Recommended

Flash Up

Seiji Kurata

Zen Foto Gallery

Book Size
38.3 x 26.5 x 3 cm
Pages
184
Printing
Hard cover
Publication Date
November 2013
Publisher
Zen Foto Gallery
Limited Edition
750

Visceral, violent and yet so iconic, here comes a series of images of the 70s Japanese yakuza gangs. “Flash Up” represents this special time of Japan: a country had hit the record of the second highest GDP in the world but was actually trapping itself with chaos, both socially and economically. Guys with pompadour, biker gangs, yakuza tattoos, street violence…. The images reflect the faces from the darkest time and ought not to be missed.

Living in Tokyo is a journey. Can there be any city that has such transformations? My life's journey began in this city, if perhaps a little late.

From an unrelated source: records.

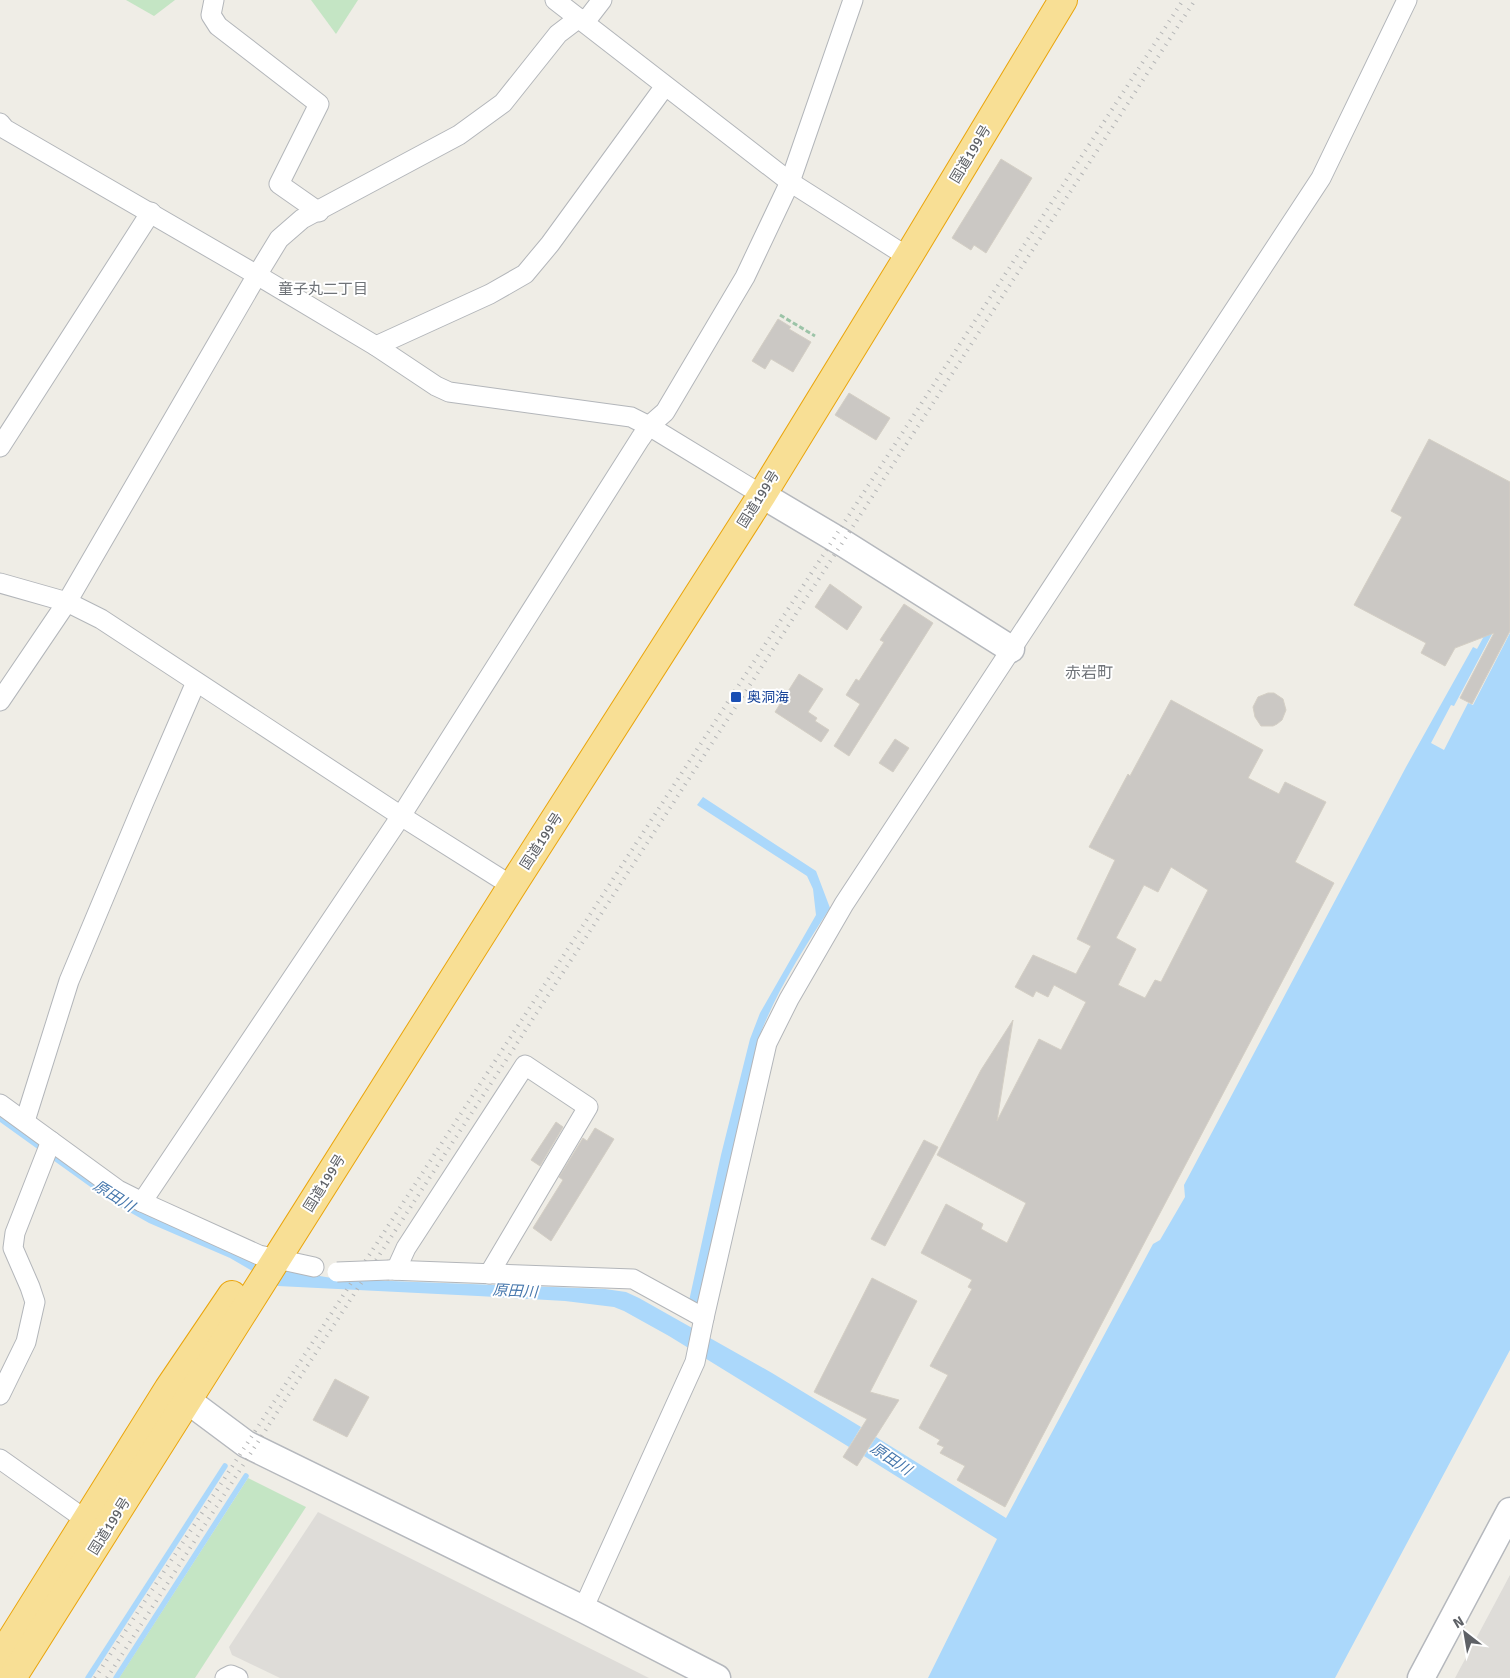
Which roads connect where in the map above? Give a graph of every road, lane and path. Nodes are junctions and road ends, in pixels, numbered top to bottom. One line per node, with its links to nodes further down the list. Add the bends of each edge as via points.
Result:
1 (214, 0): 12 (street, via 211,14 218,26 319,104 279,184)
2 (555, 0): 7 (street)
3 (602, 0): 7 (street)
4 (853, 0): 10 (street)
5 (1407, 0): 23 (street, via 1321,178)
6 (1054, 2): 13 (highway, 国道199号)
7 (582, 20): 8 (street); 12 (street, via 558,34 503,103 459,135)
8 (665, 86): 10 (street); 17 (street, via 525,274 490,294)
9 (0, 124): 11 (street)
10 (790, 182): 13 (street); 18 (street, via 745,277 665,412)
11 (151, 212): 14 (street); 19 (street)
12 (319, 212): 14 (street, via 302,220 279,239)
13 (901, 252): 20 (highway, 国道199号)
14 (257, 275): 17 (street); 22 (street)
15 (780, 315): 16 (path)
16 (815, 336)
17 (376, 346): 18 (street, via 449,392 631,417)
18 (649, 426): 20 (street); 26 (street)
19 (0, 447)
20 (754, 490): 23 (street); 27 (highway, 国道199号)
21 (0, 582): 22 (street)
22 (67, 602): 24 (street, via 101,619); 25 (street)
23 (1011, 649): 37 (street, via 844,904 767,1043)
24 (196, 682): 26 (street); 29 (street, via 69,982)
25 (0, 701)
26 (401, 816): 27 (street); 31 (street)
27 (504, 882): 32 (highway, 国道199号)
28 (0, 1104): 29 (street)
29 (25, 1121): 30 (street)
30 (51, 1141): 31 (street, via 118,1190); 39 (street, via 15,1233 12,1248 35,1302 26,1342)
31 (142, 1202): 32 (street)
32 (268, 1257): 33 (street); 38 (highway, 国道199号)
33 (314, 1267)
34 (393, 1270): 35 (street, bridge); 36 (street); 36 (street, via 525,1065 588,1107)
35 (337, 1272)
36 (489, 1274): 37 (street, via 633,1279)
37 (704, 1318): 43 (street, via 695,1362)
38 (178, 1394): 42 (highway, 国道199号); 43 (street, via 246,1444)
39 (0, 1395)
40 (0, 1459): 42 (street)
41 (1510, 1512): 49 (street)
42 (96, 1527): 44 (highway, 国道199号); 45 (highway, 国道199号)
43 (583, 1609): 48 (street)
44 (0, 1658)
45 (12, 1678)
46 (225, 1678): 47 (street, via 231,1675)
47 (238, 1678)
48 (717, 1678)
49 (1420, 1678)

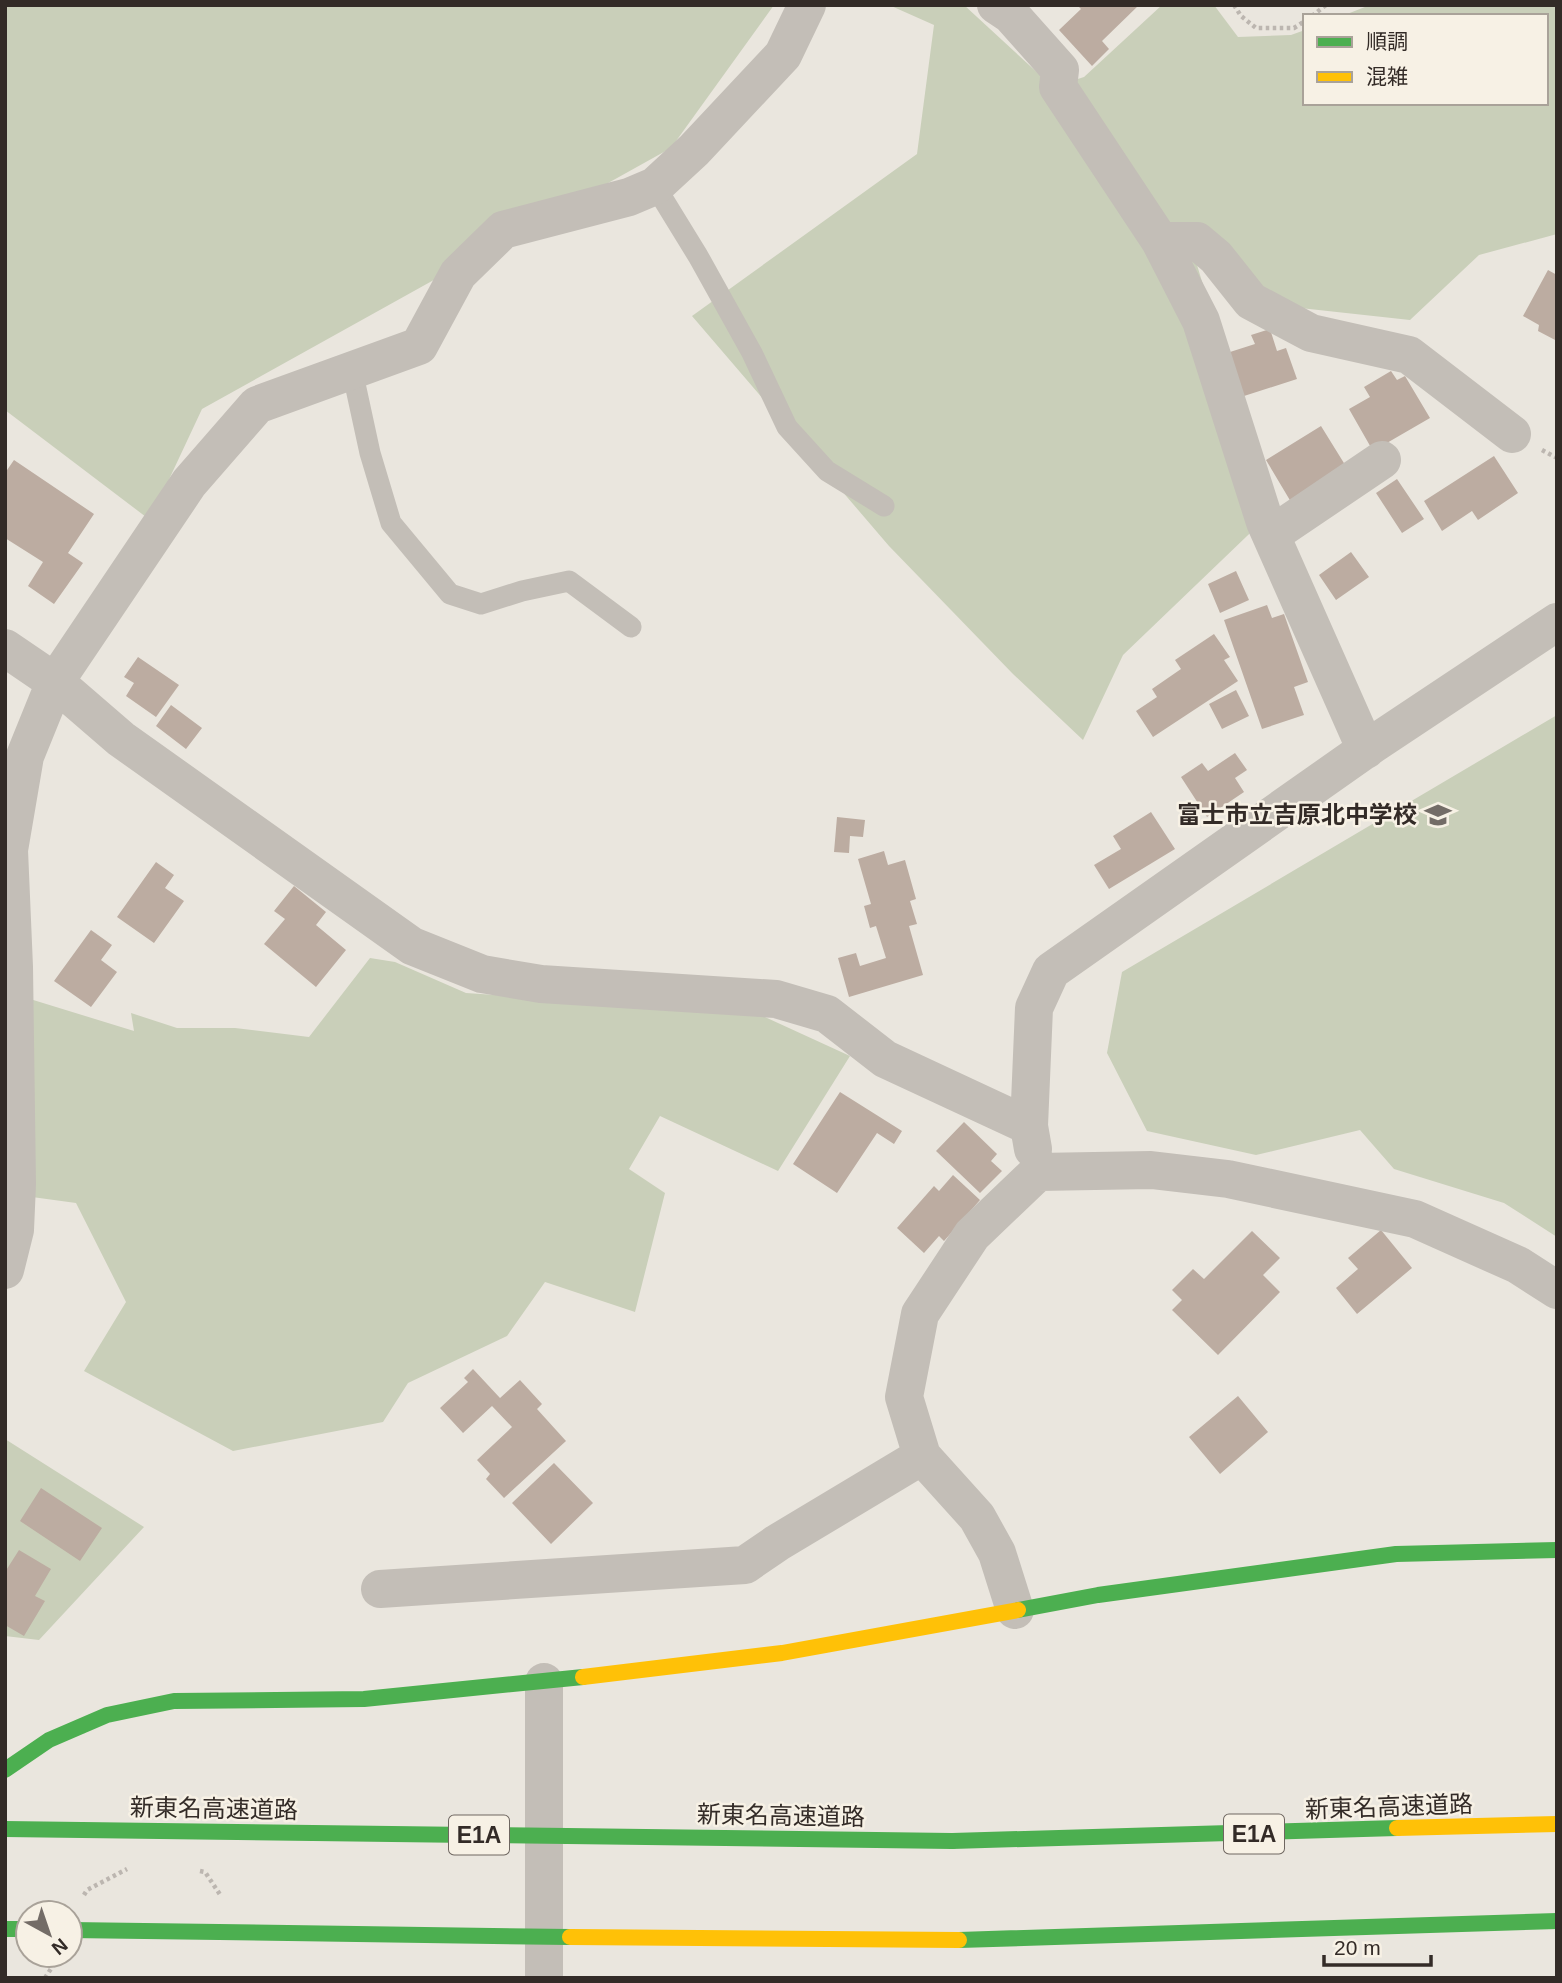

One day when I was not so young, at a time when my sense of reality had been progressively diluted and anaesthetized, I fell into a state in which my reality was dilapidated and ruin inevitable. As I struggled with fear and uncertainty, these symptoms became more pressing. Quickly turning off the television, unthinking I reached out for a camera, that piece of optical apparatus…this was my beginning with photography. At the time I was earnestly seeking the medium for my expression, but had not yet found the answer. Surely I was being drawn inexorably into the world of television, about to join forever the legions of zombies.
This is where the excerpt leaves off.